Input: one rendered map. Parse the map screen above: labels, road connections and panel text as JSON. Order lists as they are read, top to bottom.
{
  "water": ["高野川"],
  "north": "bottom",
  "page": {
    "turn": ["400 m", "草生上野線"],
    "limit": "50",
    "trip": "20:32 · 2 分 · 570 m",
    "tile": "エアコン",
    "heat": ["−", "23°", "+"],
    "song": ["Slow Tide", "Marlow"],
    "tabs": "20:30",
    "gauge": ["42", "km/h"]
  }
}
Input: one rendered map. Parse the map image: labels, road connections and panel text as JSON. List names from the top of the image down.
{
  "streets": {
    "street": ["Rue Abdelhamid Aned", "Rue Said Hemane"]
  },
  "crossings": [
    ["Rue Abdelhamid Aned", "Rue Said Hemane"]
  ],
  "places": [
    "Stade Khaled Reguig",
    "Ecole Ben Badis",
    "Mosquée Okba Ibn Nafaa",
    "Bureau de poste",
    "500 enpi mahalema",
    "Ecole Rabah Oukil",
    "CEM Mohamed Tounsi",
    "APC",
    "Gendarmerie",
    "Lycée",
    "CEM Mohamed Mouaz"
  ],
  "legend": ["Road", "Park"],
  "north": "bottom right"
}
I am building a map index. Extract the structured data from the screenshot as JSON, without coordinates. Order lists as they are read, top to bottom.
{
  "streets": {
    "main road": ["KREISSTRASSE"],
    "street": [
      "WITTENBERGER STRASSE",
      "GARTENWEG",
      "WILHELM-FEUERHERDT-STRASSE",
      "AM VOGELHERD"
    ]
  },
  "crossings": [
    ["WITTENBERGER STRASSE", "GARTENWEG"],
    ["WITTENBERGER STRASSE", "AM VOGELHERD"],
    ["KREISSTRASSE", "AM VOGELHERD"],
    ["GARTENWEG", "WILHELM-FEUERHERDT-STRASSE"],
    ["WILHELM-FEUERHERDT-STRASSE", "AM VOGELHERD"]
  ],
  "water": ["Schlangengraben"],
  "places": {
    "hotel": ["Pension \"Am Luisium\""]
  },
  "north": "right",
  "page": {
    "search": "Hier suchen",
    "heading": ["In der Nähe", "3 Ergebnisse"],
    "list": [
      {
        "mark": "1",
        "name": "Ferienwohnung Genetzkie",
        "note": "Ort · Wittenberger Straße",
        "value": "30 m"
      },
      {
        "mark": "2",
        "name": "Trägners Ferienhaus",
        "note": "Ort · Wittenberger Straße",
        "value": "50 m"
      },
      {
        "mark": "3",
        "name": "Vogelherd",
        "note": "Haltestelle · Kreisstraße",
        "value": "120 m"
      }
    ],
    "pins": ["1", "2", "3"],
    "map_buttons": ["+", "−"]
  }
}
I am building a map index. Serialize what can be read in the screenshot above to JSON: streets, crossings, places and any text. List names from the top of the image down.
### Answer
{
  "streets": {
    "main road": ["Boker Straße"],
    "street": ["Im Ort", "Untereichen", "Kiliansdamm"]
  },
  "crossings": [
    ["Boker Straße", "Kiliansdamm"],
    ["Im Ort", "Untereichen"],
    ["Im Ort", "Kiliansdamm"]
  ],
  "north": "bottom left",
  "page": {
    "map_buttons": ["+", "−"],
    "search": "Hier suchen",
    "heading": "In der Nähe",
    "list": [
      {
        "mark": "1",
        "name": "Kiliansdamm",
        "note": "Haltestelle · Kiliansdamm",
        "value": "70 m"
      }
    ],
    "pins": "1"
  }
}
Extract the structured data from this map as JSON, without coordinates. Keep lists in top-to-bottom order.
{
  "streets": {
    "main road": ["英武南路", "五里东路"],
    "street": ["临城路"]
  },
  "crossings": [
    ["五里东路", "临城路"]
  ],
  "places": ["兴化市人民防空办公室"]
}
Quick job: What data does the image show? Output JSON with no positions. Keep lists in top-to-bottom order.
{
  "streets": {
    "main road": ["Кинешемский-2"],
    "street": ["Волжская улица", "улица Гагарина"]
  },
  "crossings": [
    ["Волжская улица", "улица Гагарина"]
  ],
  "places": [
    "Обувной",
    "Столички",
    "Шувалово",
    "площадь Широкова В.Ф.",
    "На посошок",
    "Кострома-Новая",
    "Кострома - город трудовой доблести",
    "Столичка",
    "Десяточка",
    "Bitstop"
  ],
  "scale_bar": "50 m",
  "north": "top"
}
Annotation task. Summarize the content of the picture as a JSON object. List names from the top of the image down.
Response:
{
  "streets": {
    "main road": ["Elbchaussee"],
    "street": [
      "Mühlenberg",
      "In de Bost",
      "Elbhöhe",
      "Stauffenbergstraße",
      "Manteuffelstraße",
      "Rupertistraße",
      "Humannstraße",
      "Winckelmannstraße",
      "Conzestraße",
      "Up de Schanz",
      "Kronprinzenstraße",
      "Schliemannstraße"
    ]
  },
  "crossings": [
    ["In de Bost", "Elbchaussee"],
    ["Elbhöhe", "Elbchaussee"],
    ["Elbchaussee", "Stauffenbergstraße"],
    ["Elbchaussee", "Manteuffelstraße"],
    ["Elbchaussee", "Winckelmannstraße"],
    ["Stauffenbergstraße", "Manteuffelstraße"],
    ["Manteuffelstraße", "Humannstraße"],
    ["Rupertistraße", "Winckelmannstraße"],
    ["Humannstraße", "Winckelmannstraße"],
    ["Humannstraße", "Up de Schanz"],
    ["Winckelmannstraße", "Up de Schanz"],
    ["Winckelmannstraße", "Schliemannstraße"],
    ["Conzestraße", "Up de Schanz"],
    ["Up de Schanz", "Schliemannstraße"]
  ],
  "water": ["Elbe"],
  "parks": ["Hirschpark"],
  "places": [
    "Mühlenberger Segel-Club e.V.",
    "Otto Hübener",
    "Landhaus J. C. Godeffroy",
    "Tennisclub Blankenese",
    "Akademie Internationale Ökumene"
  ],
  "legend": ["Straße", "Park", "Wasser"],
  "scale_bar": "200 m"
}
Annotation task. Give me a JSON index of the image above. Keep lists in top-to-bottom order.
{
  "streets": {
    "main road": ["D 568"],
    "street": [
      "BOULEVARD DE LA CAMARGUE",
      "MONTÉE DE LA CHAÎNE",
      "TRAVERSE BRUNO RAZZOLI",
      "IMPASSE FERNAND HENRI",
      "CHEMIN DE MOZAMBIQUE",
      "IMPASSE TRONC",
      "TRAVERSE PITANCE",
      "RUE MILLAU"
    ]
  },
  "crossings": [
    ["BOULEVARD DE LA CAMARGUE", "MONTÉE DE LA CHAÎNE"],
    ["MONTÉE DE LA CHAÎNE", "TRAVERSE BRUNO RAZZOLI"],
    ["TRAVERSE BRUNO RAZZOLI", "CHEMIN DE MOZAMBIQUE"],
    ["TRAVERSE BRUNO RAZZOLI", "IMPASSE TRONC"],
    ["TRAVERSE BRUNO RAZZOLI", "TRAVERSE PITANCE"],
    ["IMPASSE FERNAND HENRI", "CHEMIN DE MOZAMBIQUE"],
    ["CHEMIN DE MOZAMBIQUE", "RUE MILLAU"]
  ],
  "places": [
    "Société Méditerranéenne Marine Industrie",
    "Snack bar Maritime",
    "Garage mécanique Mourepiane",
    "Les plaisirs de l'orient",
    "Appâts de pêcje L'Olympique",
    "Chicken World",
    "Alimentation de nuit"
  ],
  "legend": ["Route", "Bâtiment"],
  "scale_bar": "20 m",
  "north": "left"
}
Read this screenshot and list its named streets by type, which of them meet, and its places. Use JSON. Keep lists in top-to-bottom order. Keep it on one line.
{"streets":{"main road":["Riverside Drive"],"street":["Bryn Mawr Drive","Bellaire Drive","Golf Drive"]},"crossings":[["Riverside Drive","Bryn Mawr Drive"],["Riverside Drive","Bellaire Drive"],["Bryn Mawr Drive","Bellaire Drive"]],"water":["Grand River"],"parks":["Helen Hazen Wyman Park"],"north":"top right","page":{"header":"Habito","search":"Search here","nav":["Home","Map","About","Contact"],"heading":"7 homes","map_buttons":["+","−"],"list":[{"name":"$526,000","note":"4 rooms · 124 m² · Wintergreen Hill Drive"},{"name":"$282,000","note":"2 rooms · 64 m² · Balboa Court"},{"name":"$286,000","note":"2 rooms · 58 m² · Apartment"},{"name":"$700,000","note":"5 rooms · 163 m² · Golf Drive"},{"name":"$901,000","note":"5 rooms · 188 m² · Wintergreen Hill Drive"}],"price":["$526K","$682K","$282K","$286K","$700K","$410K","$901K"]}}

▸ **DIRECTIONS FOR THIS TASK**
There is a run of lines above from the one with "I am building a map index. Extract" to the one with "I am building a map index. Serialize"; print exactly that run, both ends included, and nothing else.

▸ **RESPONSE FOR THIS EXERCISE**
I am building a map index. Extract the structured data from the screenshot as JSON, without coordinates. Order lists as they are read, top to bottom.
{
  "streets": {
    "main road": ["KREISSTRASSE"],
    "street": [
      "WITTENBERGER STRASSE",
      "GARTENWEG",
      "WILHELM-FEUERHERDT-STRASSE",
      "AM VOGELHERD"
    ]
  },
  "crossings": [
    ["WITTENBERGER STRASSE", "GARTENWEG"],
    ["WITTENBERGER STRASSE", "AM VOGELHERD"],
    ["KREISSTRASSE", "AM VOGELHERD"],
    ["GARTENWEG", "WILHELM-FEUERHERDT-STRASSE"],
    ["WILHELM-FEUERHERDT-STRASSE", "AM VOGELHERD"]
  ],
  "water": ["Schlangengraben"],
  "places": {
    "hotel": ["Pension \"Am Luisium\""]
  },
  "north": "right",
  "page": {
    "search": "Hier suchen",
    "heading": ["In der Nähe", "3 Ergebnisse"],
    "list": [
      {
        "mark": "1",
        "name": "Ferienwohnung Genetzkie",
        "note": "Ort · Wittenberger Straße",
        "value": "30 m"
      },
      {
        "mark": "2",
        "name": "Trägners Ferienhaus",
        "note": "Ort · Wittenberger Straße",
        "value": "50 m"
      },
      {
        "mark": "3",
        "name": "Vogelherd",
        "note": "Haltestelle · Kreisstraße",
        "value": "120 m"
      }
    ],
    "pins": ["1", "2", "3"],
    "map_buttons": ["+", "−"]
  }
}
I am building a map index. Serialize what can be read in the screenshot above to JSON: streets, crossings, places and any text. List names from the top of the image down.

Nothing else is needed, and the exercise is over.